Brief Description of the Drawing

[0056] 

Figure 1 shows a simplified block diagram of a wind warm with a wind farm controller being configured for performing an automatic self tuning procedure for setting its control parameter values.

Figure 2 shows, on a time scale for different frequencies of a sinusoidal reference signal for a wind farm controller, the difference between the sinusoidal reference signal and the resulting sinusoidal voltage signal at the point of common coupling of the wind farm.

Figure 3 shows in a Bode plot the transfer function between the sinusoidal reference signal and the resulting sinusoidal voltage signal at the point of common coupling.

Figure 4 shows a flow chart illustrating an algorithm for automatically setting the values of a second control parameter and a third control parameter for a wind farm controller in response to a certain change of the value of a first control parameter for the wind farm controller.

Figure 5 shows a diagram illustrating characteristic features of a response function corresponding to a virtual measurement signal at the point of common coupling, which characteristic features must be fulfilled in order to consider that the actual parameter values would result in a compliance with given grid code requirements.

Detailed Description

[0057] The illustration in the drawing is schematically. It is noted that in different figures, similar or identical elements or features are provided with the same reference signs or with reference signs, which are different from the corresponding reference signs only within the first digit. In order to avoid unnecessary repetitions elements or features which have already been elucidated with respect to a previously described embodiment are not elucidated again at a later position of the description.

[0058] Figure 1 shows a simplified block diagram of a wind warm 100. The wind farm 100 comprises a plurality of aggregated wind turbines 110. In Figure 1 there are, for the ease of clarity, depicted only four wind turbines 110. Each wind turbine 110 may comprise in a usual manner several components like e.g. a tower, a nacelle, a rotor, an optional gear box , an electric generator, a power inverter, and an individual wind turbine controller. Again for the sake of clarity of the illustration these usual components are not depicted.

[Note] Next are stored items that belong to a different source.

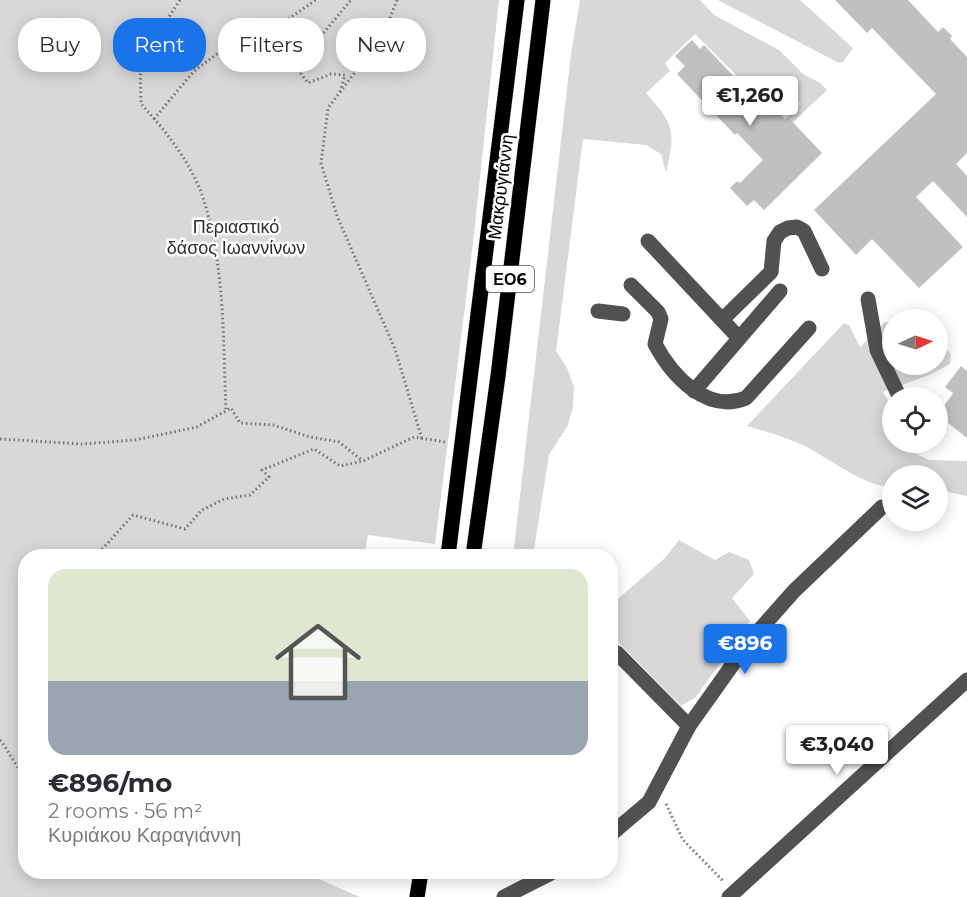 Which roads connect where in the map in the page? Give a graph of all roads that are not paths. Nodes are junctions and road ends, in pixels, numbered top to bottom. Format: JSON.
{"nodes":[{"id":1,"x":517,"y":0,"type":"edge"},
{"id":2,"x":543,"y":0,"type":"edge"},
{"id":3,"x":648,"y":241,"type":"dead end"},
{"id":4,"x":822,"y":269,"type":"dead end"},
{"id":5,"x":631,"y":285,"type":"dead end"},
{"id":6,"x":780,"y":291,"type":"dead end"},
{"id":7,"x":868,"y":298,"type":"dead end"},
{"id":8,"x":598,"y":311,"type":"dead end"},
{"id":9,"x":623,"y":314,"type":"dead end"},
{"id":10,"x":722,"y":320,"type":"junction"},
{"id":11,"x":809,"y":328,"type":"dead end"},
{"id":12,"x":738,"y":337,"type":"junction"},
{"id":13,"x":895,"y":387,"type":"edge"},
{"id":14,"x":694,"y":391,"type":"junction"},
{"id":15,"x":882,"y":507,"type":"dead end"},
{"id":16,"x":449,"y":549,"type":"edge"},
{"id":17,"x":474,"y":549,"type":"edge"},
{"id":18,"x":618,"y":654,"type":"edge"},
{"id":19,"x":967,"y":680,"type":"edge"},
{"id":20,"x":688,"y":726,"type":"junction"},
{"id":21,"x":618,"y":828,"type":"edge"},
{"id":22,"x":420,"y":879,"type":"edge"},
{"id":23,"x":539,"y":879,"type":"edge"},
{"id":24,"x":738,"y":893,"type":"edge"},
{"id":25,"x":417,"y":897,"type":"edge"},
{"id":26,"x":504,"y":897,"type":"edge"}],
"edges":[{"from":1,"to":16,"type":"main road","name":"Μακρυγιάννη","number":"ΕΟ6"},
{"from":2,"to":17,"type":"main road","name":"Μακρυγιάννη","number":"ΕΟ6"},
{"from":3,"to":10,"type":"street"},
{"from":4,"to":10,"type":"street"},
{"from":5,"to":14,"type":"street"},
{"from":6,"to":12,"type":"street"},
{"from":7,"to":13,"type":"street"},
{"from":8,"to":9,"type":"street"},
{"from":10,"to":12,"type":"street"},
{"from":11,"to":14,"type":"street"},
{"from":12,"to":14,"type":"street"},
{"from":15,"to":20,"type":"street"},
{"from":18,"to":20,"type":"street"},
{"from":19,"to":24,"type":"street"},
{"from":20,"to":21,"type":"street"},
{"from":22,"to":25,"type":"main road"},
{"from":23,"to":26,"type":"street"}]}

[0059] The electric powers being produced by the wind turbines 110 are fed through respective wind turbine transformers 112 and via respective power lines, which are illustrated with their line impedances 114, to a medium voltage bus bar 120. At the medium voltage bus bar 120 all produced powers are summed up and are fed to an input side of a park transformer 122. An output side of the park transformer 122 is connected to a further bus bar 140, which represents the so called point of common coupling (PCC).

[0060] The PCC 140 is linked via a power line to an (external) utility grid 130. This power line is illustrated with its line impedance 124.

[0061] In accordance with the standard wind farm configurations there is provided a wind farm controller 150, which in this document is also denominated High Performance Park Pilot (HPPP) controller. According to the exemplary embodiment described here an input of the HPPP controller 150 is connected with the medium voltage bus bar 120. Based inter alia from a signal being received via this input the HPPP controller 150 determines, for each wind turbine 110, appropriate power set points Psp ref WTs and voltage set points Uwt ref WTs. These set points are distributed respectively to the respective (individual) wind turbine controller of the wind turbines 110.

[0062] In accordance with the exemplary embodiment described here the wind farm 100 further comprises a measurement device 144 which is electrically connected to the PCC 140. The measurement device 144 provides to the HPPP controller 150 a measurement signal being indicative for the actual voltage level at the PCC 140.

[0063] As has already been mentioned above in this document, the HPPP controller 150 in accordance with an embodiment of the invention is able for a self-configuration respectively a self-tuning with respect to the values of its control parameters being used for the coordinated operational control of the plurality of wind turbines 110. As has further been mentioned above, this self-tuning takes into account a transfer function, which can be determined by comparing a sinusoidal reference signal 152 for the HPPP controller 150 with a sinusoidal measurement signal 154 being provided by the measurement device 144 and being indicative for the actual voltage level at the PCC 144. According to the exemplary embodiment described here this comparison is made for a plurality of different sinusoidal reference signals each having a different frequency.

[0064] Figure 2 shows, on a time scale for different frequencies of a sinusoidal reference signal for the HPPP controller 150, the difference between the respective sinusoidal reference signal 152 and the resulting sinusoidal measurement signal 154 being indicative for the actual voltage signal at the PCC 140.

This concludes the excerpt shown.